Der so genannte Juncker-Plan, der in diesem Herbst operativ startet, wird allenfalls geringe konjunkturelle Effekte für Europa haben. Zu diesem Fazit kommt IfW-Forscher Ulrich Stolzenburg im neuesten Kiel Policy Brief. Darin analysiert er die methodische Grundlage des Plans und äußert grundsätzliche Bedenken an seiner Wirkungsweise und seinen gesteckten Zielen.

Das Volumen des „European Fund for Strategic Investment“ (EFSI), wie der Juncker-Plan offiziell heißt, sei sehr gering. Es beträgt nur 21 Mrd. Euro, was 0,05 Prozent der EU-Wirtschaftsleistung entspricht. „Bei dieser Größenordnung ist es zweifelhaft, ob eine nennenswerte Wirkung auf die Gesamtwirtschaft erwartet werden kann“, so Stolzenburg. Zwar plane die EU-Kommission, eine finanzwirtschaftliche Hebelung der Mittel, um den Faktor 15 zu erreichen. Dafür will sie bei Investitionen gemeinsam mit nationalen Finanzierungshilfen die jeweils risikoreichsten Tranchen übernehmen und so private Investoren animieren, ein Vielfaches zu investieren. Ob dieser Plan aufgeht sei aber hoch umstritten. Aber nur wenn dies gelingen sollte, könnten die angepeilten 315 Mrd. Euro mobilisiert werden, was dann immerhin einer Größenordnung von 0,7 Prozent in Relation zur Wirtschaftsleistung entspräche.

Zudem befürchtet Stolzenburg, dass ein Teil der geförderten Projekte ohnehin durchgeführt worden wäre, so dass diese Investitionen nicht zusätzlich entstehen. Außerdem könnten alternative ökonomische Aktivitäten verdrängt werden, falls die vom EFSI geförderten Projekte ohne die Förderung nicht realisiert worden wären. Die EU-Kommission gibt zwar vor, in beiden Fällen keine EFSI-Mittel gewähren zu wollen, IfW-Experte Stolzenburg hält dies aber in der Praxis nicht für durchführbar. „Der makroökonomische Netto-Effekt des Programms wird durch beide Aspekte deutlich verringert werden.“

Der Ökonom kritisiert außerdem die methodische Grundlage des Programms. Denn wichtige Gründe für die relativ schwache Investitionstätigkeit nach der Krise seien durch den Juncker-Plan nicht zu beseitigen. So sei das Wachstum des Produktionspotenzials seit der Krise deutlich zurückgegangen, so dass auch eine geringere Bruttoinvestitionsquote als vorher benötigt werde, um den Kapitalstockaufbau im Gleichgewicht zu halten. Die Argumentation der EU-Kommission, es existiere eine Art „nachhaltige Investitionsquote“ in konstanter Höhe, unabhängig vom Potenzialwachstum, hält Stolzenburg für fragwürdig. Auch könnten in einigen Sektoren, etwa im Bereich Bau und Dienstleistungen, als Folge der starken Investitionstätigkeit vor der Krise Überkapazitäten aufgetreten sein. Stolzenburg: „Hier ist es sinnvoll, dass zeitweilig weniger investiert wird, um diese Überkapazitäten abzubauen.“ Ebenso könnten stark verschuldete Unternehmen zu Sparsamkeit bzw. zu einer Phase der Entschuldung gezwungen sein und daher Investitionen unterlassen, auch in Bezug auf dieses Investitionshemmnis könne der EFSI keine zielgenauen Impulse setzen.

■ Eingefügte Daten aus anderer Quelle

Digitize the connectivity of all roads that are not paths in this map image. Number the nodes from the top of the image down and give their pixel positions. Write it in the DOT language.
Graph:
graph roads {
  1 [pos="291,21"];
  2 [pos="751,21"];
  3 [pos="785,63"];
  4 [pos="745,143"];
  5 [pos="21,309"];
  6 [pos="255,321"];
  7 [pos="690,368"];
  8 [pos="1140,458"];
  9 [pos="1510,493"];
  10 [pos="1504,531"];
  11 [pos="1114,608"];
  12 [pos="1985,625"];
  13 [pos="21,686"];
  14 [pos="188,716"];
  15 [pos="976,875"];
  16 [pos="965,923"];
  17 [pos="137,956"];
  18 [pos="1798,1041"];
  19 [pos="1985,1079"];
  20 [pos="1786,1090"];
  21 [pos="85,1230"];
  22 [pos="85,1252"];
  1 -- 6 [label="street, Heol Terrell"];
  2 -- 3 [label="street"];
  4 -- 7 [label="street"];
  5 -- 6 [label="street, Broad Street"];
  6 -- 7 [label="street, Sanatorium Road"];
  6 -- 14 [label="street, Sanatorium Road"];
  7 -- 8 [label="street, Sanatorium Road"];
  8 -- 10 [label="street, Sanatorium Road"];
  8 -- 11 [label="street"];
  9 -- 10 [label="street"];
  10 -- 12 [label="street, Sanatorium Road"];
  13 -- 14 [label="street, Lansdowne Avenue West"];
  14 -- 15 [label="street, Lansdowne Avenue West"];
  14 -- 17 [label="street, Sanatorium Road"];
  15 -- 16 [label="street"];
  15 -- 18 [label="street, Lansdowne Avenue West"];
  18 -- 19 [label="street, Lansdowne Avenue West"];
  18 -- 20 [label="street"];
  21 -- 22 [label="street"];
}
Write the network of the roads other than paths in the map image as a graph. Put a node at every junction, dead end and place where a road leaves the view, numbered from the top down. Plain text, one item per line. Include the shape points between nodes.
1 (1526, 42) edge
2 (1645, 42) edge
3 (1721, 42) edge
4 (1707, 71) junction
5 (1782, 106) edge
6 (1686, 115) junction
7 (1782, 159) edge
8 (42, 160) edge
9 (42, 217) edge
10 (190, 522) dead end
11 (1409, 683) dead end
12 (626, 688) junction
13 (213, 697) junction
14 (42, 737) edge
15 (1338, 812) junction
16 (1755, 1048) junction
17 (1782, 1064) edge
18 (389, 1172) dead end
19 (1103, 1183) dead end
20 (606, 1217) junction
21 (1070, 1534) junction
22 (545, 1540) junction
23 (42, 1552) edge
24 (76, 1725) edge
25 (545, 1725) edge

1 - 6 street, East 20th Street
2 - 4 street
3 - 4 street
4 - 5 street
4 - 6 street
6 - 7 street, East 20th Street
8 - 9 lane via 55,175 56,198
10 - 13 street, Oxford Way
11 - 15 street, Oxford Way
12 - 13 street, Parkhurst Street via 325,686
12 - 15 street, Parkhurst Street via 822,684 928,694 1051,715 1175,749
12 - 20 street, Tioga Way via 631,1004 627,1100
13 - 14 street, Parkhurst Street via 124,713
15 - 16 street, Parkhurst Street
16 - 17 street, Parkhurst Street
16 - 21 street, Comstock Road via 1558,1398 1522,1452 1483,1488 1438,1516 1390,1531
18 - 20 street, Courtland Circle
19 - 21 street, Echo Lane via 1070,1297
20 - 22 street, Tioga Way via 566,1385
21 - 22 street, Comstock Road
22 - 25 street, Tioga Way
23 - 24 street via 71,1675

„Der EFSI kann noch am ehesten dort helfen, wo potenzielle Investoren durch eine erhöhte politische oder ökonomische Unsicherheit gehemmt sind“, so Stolzenburg. „Die kommunizierten Zielgrößen für den gesamtwirtschaftlichen Effekt erscheinen aber höchst unrealistisch“. Die Europäische Investitionsbank und die EU-Kommission hatten erklärt, das BIP der EU-Länder soll verteilt über mehrere Jahre um 330–410 Mrd. Euro höher liegen als ohne das Programm, gleichzeitig sollen vorübergehend mehr als eine Million zusätzliche Jobs entstehen.

Mehr zum Juncker-Plan im Video. Darin: Der türkische Finanzminister Mehmet Şimşek lobt EFSI als große Chance für Europa, der EU-Abgeordnete von Weizsäcker (SPD) dagegen äußerte erhebliche Zweifel – trotzdem votierte er im Parlament für die Umsetzung.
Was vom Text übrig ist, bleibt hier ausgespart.